In this country food is taken very seriously and that includes rice. There are two words for rice in Korean—when raw it is called “ssal”, when cooked it is called “bap.” Surprisingly Koreans don’t eat rice with chopsticks as you might expect, instead opting for spoons. To eat your rice with chopsticks is considered bad manners. In South Korea the prevailing opinion seems to be that rice grown in Korea is the best in the world and they are prepared to pay for it. Local rice dominates the store shelves with a 5kg bag costing between US$12 and US$25, depending on the quality.

Except for a few areas of plains near the west coast, most of Korea is mountainous. They are mostly not tall mountains, but mercilessly steep and rocky. As a result a lot of farmland is in narrow river-valleys and small fields terraced into the not so steep sides of hills and mountains.

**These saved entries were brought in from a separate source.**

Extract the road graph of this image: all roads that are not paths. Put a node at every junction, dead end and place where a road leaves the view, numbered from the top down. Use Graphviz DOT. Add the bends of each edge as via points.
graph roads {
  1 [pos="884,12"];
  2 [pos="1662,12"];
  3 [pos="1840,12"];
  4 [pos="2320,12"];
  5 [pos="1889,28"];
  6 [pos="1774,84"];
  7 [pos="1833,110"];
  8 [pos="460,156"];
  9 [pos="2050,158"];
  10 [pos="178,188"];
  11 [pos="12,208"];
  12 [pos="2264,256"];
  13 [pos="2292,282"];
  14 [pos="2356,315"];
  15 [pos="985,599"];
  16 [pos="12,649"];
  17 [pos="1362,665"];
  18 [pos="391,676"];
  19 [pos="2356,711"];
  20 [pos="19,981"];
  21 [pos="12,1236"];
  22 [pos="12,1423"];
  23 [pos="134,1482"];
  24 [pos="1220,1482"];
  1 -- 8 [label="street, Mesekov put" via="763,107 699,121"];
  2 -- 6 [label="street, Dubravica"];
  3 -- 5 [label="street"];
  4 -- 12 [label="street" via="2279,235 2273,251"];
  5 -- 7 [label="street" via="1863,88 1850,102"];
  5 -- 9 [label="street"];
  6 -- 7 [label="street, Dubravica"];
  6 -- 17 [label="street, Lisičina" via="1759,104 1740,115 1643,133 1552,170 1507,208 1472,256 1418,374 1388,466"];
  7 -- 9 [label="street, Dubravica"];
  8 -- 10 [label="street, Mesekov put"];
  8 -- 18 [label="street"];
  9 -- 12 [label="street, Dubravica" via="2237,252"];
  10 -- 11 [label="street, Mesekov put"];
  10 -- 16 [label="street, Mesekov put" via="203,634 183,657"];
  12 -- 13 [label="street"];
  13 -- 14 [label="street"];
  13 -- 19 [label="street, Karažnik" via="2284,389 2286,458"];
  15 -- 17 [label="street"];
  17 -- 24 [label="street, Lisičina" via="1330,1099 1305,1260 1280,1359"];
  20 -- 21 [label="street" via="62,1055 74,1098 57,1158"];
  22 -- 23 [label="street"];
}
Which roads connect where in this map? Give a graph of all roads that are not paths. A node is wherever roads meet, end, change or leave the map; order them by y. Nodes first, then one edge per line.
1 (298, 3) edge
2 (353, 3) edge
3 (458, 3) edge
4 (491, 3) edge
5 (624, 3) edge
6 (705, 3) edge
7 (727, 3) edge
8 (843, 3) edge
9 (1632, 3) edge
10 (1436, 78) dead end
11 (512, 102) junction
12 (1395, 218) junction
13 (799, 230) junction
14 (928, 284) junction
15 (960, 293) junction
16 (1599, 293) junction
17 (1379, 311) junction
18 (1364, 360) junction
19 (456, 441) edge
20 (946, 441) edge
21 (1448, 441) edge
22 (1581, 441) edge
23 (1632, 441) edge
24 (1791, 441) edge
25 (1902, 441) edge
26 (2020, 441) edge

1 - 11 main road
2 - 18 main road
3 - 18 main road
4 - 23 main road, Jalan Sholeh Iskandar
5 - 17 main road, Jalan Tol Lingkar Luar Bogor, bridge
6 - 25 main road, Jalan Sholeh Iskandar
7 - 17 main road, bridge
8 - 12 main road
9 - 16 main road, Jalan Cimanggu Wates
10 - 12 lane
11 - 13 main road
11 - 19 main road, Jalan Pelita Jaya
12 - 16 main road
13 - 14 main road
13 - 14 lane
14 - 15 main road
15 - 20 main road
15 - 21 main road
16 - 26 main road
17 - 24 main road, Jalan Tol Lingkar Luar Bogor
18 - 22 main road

Where the fields are large enough to make it worth their while, farmers use mechanical harvesters to bring in their crops—tiny and cute in comparison to the monsters you might see being used in the US or Australia. These are similar in size to a forklift or a tiny car.

Where the fields are too small or too difficult to access with machinery, the rice is harvested in the traditional way, by hand. First it is carefully slashed with a small scythe and gathered up into armful sized piles. These are then stacked into a kind of wooden frame which the farmer straps onto his back like a knapsack and hauls it up or down the hill to somewhere flat and dry. After threshing, the rice is often laid out in the sun on tarpaulins across country roads to dry. Needless to say this makes for some interesting traffic obstacles.

I think one of the nicest things about rice in Korea is that it is almost always grown by somebody’s Mum and Dad.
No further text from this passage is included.